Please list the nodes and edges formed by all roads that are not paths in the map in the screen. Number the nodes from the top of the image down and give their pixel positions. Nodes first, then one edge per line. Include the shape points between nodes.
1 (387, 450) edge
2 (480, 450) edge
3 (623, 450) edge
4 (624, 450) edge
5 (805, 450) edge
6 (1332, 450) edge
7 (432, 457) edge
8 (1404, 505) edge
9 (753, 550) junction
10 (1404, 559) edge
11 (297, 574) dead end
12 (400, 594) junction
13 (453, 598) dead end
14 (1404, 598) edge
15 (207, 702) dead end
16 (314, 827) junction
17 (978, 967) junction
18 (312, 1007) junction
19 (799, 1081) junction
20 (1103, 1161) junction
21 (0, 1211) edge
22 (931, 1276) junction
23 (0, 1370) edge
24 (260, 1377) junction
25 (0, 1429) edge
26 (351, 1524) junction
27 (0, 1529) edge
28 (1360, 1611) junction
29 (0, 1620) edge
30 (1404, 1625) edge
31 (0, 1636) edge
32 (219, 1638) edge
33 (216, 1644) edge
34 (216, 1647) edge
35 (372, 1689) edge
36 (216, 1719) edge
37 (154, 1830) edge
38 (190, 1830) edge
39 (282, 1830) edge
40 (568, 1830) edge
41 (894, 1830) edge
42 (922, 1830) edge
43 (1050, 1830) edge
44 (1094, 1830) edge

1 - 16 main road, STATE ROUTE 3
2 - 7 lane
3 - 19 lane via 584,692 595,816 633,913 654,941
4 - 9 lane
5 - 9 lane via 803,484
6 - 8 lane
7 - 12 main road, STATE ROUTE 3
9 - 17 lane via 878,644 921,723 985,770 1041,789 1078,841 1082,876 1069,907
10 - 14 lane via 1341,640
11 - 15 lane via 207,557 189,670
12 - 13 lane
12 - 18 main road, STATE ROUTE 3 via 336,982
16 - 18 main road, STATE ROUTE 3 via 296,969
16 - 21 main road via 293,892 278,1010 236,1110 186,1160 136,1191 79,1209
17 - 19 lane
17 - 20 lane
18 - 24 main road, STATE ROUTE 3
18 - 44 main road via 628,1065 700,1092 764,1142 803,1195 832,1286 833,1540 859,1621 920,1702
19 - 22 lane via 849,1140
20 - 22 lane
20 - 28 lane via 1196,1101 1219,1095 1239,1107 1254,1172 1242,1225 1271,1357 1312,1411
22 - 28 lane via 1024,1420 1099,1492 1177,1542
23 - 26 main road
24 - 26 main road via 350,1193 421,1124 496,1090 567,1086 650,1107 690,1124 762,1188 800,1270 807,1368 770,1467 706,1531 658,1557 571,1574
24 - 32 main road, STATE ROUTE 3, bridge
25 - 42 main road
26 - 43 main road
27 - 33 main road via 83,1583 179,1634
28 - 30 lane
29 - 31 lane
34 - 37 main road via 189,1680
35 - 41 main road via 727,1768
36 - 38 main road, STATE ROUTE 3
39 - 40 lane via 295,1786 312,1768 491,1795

※

EXERCISE
Send back each record exactly, and include them all.

YOUR RESPONSE
Please list the nodes and edges formed by all roads that are not paths in the map in the screen. Number the nodes from the top of the image down and give their pixel positions. Nodes first, then one edge per line. Include the shape points between nodes.
1 (387, 450) edge
2 (480, 450) edge
3 (623, 450) edge
4 (624, 450) edge
5 (805, 450) edge
6 (1332, 450) edge
7 (432, 457) edge
8 (1404, 505) edge
9 (753, 550) junction
10 (1404, 559) edge
11 (297, 574) dead end
12 (400, 594) junction
13 (453, 598) dead end
14 (1404, 598) edge
15 (207, 702) dead end
16 (314, 827) junction
17 (978, 967) junction
18 (312, 1007) junction
19 (799, 1081) junction
20 (1103, 1161) junction
21 (0, 1211) edge
22 (931, 1276) junction
23 (0, 1370) edge
24 (260, 1377) junction
25 (0, 1429) edge
26 (351, 1524) junction
27 (0, 1529) edge
28 (1360, 1611) junction
29 (0, 1620) edge
30 (1404, 1625) edge
31 (0, 1636) edge
32 (219, 1638) edge
33 (216, 1644) edge
34 (216, 1647) edge
35 (372, 1689) edge
36 (216, 1719) edge
37 (154, 1830) edge
38 (190, 1830) edge
39 (282, 1830) edge
40 (568, 1830) edge
41 (894, 1830) edge
42 (922, 1830) edge
43 (1050, 1830) edge
44 (1094, 1830) edge

1 - 16 main road, STATE ROUTE 3
2 - 7 lane
3 - 19 lane via 584,692 595,816 633,913 654,941
4 - 9 lane
5 - 9 lane via 803,484
6 - 8 lane
7 - 12 main road, STATE ROUTE 3
9 - 17 lane via 878,644 921,723 985,770 1041,789 1078,841 1082,876 1069,907
10 - 14 lane via 1341,640
11 - 15 lane via 207,557 189,670
12 - 13 lane
12 - 18 main road, STATE ROUTE 3 via 336,982
16 - 18 main road, STATE ROUTE 3 via 296,969
16 - 21 main road via 293,892 278,1010 236,1110 186,1160 136,1191 79,1209
17 - 19 lane
17 - 20 lane
18 - 24 main road, STATE ROUTE 3
18 - 44 main road via 628,1065 700,1092 764,1142 803,1195 832,1286 833,1540 859,1621 920,1702
19 - 22 lane via 849,1140
20 - 22 lane
20 - 28 lane via 1196,1101 1219,1095 1239,1107 1254,1172 1242,1225 1271,1357 1312,1411
22 - 28 lane via 1024,1420 1099,1492 1177,1542
23 - 26 main road
24 - 26 main road via 350,1193 421,1124 496,1090 567,1086 650,1107 690,1124 762,1188 800,1270 807,1368 770,1467 706,1531 658,1557 571,1574
24 - 32 main road, STATE ROUTE 3, bridge
25 - 42 main road
26 - 43 main road
27 - 33 main road via 83,1583 179,1634
28 - 30 lane
29 - 31 lane
34 - 37 main road via 189,1680
35 - 41 main road via 727,1768
36 - 38 main road, STATE ROUTE 3
39 - 40 lane via 295,1786 312,1768 491,1795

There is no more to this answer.